Forever21 actually appears to be loosing a lot of its popularity because the quality is so bad. Before there were huge lines, now you can walk straight in. One person told me a few weeks ago that she has stopped buying anything there because it falls apart after she has worn it two or three times. And you know how important quality is to Japanese.

Kjeld Duits (photographer)
Mar 4, 2011 (2273 days ago)

I agree with Mr. Lactose about the mainstream trend thing—I’ve been noticing this kind of style a lot in recent pics. I really like it, and when I first saw people wearing it, I thought that I would wear something like that…but honestly, now that I see so many people with it, even in Japan, I don’t know if I’d personally wear it…
Anyway, I am SO SHOCKED about the Forever 21 thing!!!!!!! WOW!!! I really like Forever 21…. I know its not the BEST quality ever, but my clothing from forever 21 doesn’t fall apart after 2, 3 uses……Hopefully they will make an attempt to improve the quality, then?

Etsune
Mar 5, 2011 (2273 days ago)

@Etsune: I don’t know if they realize that they have this image problem in Japan. Quality is very important in Japan. Just about every Japanese person I know complains about the quality of the clothes they bought when they went on a trip abroad. It doesn’t mean that all is bad, but the average quality is just so much lower than in Japan. If a garment has a single thread sticking out a Japanese shop will send it back to the manufacturer. Sometimes even the whole shipment.

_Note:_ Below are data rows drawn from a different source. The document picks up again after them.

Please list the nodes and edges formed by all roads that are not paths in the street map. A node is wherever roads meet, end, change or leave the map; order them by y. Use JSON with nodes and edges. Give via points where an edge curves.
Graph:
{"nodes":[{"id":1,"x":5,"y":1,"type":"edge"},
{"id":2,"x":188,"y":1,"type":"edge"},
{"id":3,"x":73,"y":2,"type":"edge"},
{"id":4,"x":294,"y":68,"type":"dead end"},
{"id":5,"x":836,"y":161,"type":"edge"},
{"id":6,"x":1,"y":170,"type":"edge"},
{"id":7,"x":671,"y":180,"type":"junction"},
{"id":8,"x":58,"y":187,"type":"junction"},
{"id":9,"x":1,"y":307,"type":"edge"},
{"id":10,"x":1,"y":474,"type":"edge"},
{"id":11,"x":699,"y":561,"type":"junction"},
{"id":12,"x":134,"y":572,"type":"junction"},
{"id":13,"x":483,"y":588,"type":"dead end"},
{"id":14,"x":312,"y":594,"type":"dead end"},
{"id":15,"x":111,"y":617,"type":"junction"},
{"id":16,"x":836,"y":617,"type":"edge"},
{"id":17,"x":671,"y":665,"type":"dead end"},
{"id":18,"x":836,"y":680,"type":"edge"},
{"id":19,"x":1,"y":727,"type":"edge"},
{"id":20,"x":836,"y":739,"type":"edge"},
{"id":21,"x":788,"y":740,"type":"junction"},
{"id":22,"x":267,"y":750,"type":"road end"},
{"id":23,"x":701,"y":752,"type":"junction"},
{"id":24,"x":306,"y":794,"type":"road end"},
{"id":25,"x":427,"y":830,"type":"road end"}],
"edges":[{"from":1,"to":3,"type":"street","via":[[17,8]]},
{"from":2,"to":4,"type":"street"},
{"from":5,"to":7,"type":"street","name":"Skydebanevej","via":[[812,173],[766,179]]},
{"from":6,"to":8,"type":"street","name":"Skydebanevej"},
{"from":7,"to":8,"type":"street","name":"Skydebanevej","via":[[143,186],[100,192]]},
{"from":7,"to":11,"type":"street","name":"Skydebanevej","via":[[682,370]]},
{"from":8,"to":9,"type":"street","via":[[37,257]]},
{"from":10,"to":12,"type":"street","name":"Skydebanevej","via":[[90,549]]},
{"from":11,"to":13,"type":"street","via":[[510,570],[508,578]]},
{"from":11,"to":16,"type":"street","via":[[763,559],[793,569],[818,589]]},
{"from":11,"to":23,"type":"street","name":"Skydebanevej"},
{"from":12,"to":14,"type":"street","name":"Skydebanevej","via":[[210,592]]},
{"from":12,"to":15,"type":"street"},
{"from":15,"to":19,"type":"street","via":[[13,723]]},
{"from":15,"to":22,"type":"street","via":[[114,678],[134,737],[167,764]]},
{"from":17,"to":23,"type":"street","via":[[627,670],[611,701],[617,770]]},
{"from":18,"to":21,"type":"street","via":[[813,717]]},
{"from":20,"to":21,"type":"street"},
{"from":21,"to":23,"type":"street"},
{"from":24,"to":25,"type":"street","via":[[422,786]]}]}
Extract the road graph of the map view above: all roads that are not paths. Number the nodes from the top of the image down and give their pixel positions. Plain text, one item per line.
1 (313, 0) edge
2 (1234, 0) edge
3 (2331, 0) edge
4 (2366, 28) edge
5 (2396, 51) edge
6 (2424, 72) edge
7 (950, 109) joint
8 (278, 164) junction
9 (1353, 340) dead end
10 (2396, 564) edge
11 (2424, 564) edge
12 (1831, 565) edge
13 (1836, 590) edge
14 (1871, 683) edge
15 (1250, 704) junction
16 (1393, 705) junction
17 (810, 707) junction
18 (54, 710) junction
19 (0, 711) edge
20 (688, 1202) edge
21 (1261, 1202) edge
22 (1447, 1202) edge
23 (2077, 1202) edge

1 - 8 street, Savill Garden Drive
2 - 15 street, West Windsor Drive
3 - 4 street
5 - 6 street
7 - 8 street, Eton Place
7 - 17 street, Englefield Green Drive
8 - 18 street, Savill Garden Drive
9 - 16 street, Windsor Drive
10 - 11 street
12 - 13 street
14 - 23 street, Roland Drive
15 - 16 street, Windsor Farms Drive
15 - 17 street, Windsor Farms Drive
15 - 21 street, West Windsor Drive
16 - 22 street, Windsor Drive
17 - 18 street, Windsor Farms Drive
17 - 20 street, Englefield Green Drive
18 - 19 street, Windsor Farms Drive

Kjeld Duits (photographer)
Mar 5, 2011 (2273 days ago)

Oh. Wow. I didn’t know that quality was THAT important to them…Then that’s certainly different from how things here in America are…..I know that I’ve purchased items here in America with threads sticking out and not thought anything of it…

Etsune
Mar 5, 2011 (2273 days ago)

@Etsune: Yes, the difference is enormous. Now that things are becoming so cheap in Japan, and many people have trouble getting by in the bad economic climate I wonder if the attitude towards quality will change.

Kjeld Duits (photographer)
Mar 5, 2011 (2273 days ago)

@Kjeld: Really? How exactly IS the economy in Japan? I realize that there are so many important things about Japan I should learn if I want to live there…but I never considered that it could have a bad economy…

Etsune
Mar 6, 2011 (2272 days ago)

@Etsune: Japan has been wrestling with a sluggish economy now for some twenty years. After the bubble economy of the 1980s burst in the early 1990s, it didn’t really manage to get its act together again. The country basically has trouble accepting and adjusting to a world that has changed dramatically during the past 2 decades. But when you look at Japan’s history you see that happening again and again, and the country eventually always manages to come out strong. So I see this as another important transition period. But it is a tough one for Japan’s youth.

Kjeld Duits (photographer)
Mar 6, 2011 (2272 days ago)

Okay, i see what you mean… thank you very much for the information! Words of wisdom that I will take to heart…I think its good for me to be able to hear about this kind of thing. It really shows that moving to Japan isn’t going to be all roses and butterflies like you’d think. Its a very good reality check for me.

Etsune
Mar 6, 2011 (2272 days ago)

I love everything about this, it’s edgy, young,artsy. She pulls this off really well.